Answer to Question #12128 Submitted to "Ask the Experts"
The following question was answered by an expert in the appropriate field:
I am preparing to set up a family home on Phangan Island off Thailand. The site is on S-type/ilmenite igneous granite in a low-lying, flood-prone area about 300 meters (m) from a white sand beach.
I would like help interpreting background readings of 170-190 counts per minute (cpm) on the ground and about 150 cpm at waist level. The detector is a Mazur-PRM 9000 meter with a pancake Geiger-Mueller (GM) tube.
Another person's readings were: at Thongsala (an old Chinese town), 20-36 cpm; on the flat back roads between Bantai and Madeua Ban, 30-70 cpm; at an older landfill quarry near Phaeng waterfall, 120-180 cpm; on a rock face, 220-245 cpm; on new dirt roads at the back of Bantai, 70-100 cpm; at a one-year-old landfill quarry in the Bantai hills behind Wat Kow Tham, 210-280 cpm; at the same quarry on the rock face at ground level, 300-472 cpm. His detector is an Inspector EXP.
At any one time can we estimate the percentage of alpha, beta, and gamma radiation that constitutes the background readings so we can distinguish what's in air or soil? What does the GM detector's efficiency mean for actual activity in becquerels?
The bottom line is that the count rates you mention (170-190 cpm and as high as 472 cpm) are not nearly high enough to be a health concern. Now let me give you a little background.
Granite (especially the lighter-colored rock) is high in potassium (K), uranium (U), and thorium (Th)—as well as the U and Th decay series. This is due to the geochemistry of these elements—they're larger ions that tend to be preferentially partitioned into the melt in a magma chamber, meaning that the minerals that crystallize last have the highest concentrations. Over time, the great majority of these elements have ended up in the upper crust and there's very little left in the mantle (not much in the oceanic crust either).
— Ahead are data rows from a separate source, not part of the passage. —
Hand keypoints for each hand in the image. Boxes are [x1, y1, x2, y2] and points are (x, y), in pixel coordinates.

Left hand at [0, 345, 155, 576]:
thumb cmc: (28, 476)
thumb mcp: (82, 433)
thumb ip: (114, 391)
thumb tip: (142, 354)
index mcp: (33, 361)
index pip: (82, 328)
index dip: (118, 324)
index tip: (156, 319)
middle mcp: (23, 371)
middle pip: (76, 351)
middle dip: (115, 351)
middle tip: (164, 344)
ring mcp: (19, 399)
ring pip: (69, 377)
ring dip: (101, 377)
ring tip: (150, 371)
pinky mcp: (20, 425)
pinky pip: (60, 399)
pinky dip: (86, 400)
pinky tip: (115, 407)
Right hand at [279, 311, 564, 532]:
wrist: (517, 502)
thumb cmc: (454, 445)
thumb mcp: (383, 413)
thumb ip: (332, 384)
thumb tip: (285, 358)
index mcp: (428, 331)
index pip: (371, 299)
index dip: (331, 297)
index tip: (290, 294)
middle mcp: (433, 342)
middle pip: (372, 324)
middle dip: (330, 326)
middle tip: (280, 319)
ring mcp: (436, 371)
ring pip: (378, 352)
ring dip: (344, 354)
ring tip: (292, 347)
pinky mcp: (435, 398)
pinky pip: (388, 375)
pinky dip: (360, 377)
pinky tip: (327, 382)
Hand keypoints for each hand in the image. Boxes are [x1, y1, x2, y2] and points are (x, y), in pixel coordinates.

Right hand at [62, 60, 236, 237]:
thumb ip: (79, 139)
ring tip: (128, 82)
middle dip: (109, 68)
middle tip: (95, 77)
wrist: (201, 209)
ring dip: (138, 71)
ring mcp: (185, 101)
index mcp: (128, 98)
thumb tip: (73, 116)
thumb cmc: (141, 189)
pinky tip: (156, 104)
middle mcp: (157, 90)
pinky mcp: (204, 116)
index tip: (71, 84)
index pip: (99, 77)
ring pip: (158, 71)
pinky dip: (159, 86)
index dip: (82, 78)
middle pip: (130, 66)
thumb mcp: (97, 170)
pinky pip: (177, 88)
By and large, beach sand is comprised of quartz, which has virtually no radioactive elements. Feldspar makes up some sands—it might have some K. And the ilmenite you mention is notorious for having elevated levels of U and Th—some of the highest natural radiation levels are on beaches with ilmenite sands. I should hasten to add that these materials don't seem to affect the health of those living in those areas, but they are "hot" compared to the average.
With regard to the instrument you're using, I have to admit I'm not familiar with this exact instrument, but I have used a lot of pancake-type GM detectors. They are not very good at measuring radiation dose rate, but they do a good job of measuring count rate—with some caveats. The biggest caveat is that count rate, especially when you're measuring natural radiation, has very little to do with dose rate or the risk posed by a particular area.
The reason for this is that dose rate—and the dose one receives—is a measure of energy deposition, and GM detectors cannot differentiate between high- and low-energy gammas. Most GMs are calibrated against intermediate-energy gammas (like those from cesium-137 [137Cs]), so they will underestimate the dose from high-energy and will overestimate the dose from low-energy gammas. While potassium-40 (40K) emits a high-energy gamma, most of the radioactive nuclides from U and Th emit low-energy gammas. Thus, a high count rate from rocks with high U and Th concentrations doesn't really mean a correspondingly high dose rate. The only way to know the dose rate is to use a detector that is independent of the radiation energy—an energy-compensated GM or (better yet) an ion chamber or pressurized ion chamber. Just as one example: at a contaminated site in New York City, the dose rates measured by a GM-type instrument were higher by a factor of two to three compared to dose rates measured by a pressurized ion chamber at the same location. This correction factor can be even higher if the number of lower-energy gammas is higher.
In all honesty, it's not possible to give any sort of precise assessment of expected radiation dose in the areas you mention because of this; any sort of safety determination depends on dose rate and not on count rate. Having said that, I sincerely doubt that this area would pose you any risk. I have visited a naturally high dose-rate area in Iran that is the highest dose-rate area in the world; our studies showed that people living in this area do not suffer higher levels of cancer or birth defects and do not have shorter lifespans than people in other areas of Iran. Similar studies have been performed on populations living in Brazil, India, and China (as well as in the United States)—there is no instance I am aware of in which the people living in high background-radiation areas fare worse than those with similar social and economic circumstances. In fact in the United States, cancer rates are actually lower in the areas with higher natural radiation levels compared to lower-dose areas (although I have to add that there are so many confounding factors that we can't make any claim for cause and effect here). Anyhow, even though I don't know the actual radiation dose rates in the areas you mention, I feel fairly confident they are not high enough to cause health concerns. To repeat, the count rates you mention (170-190 cpm and as high as 472 cpm) are not nearly high enough to be a health concern.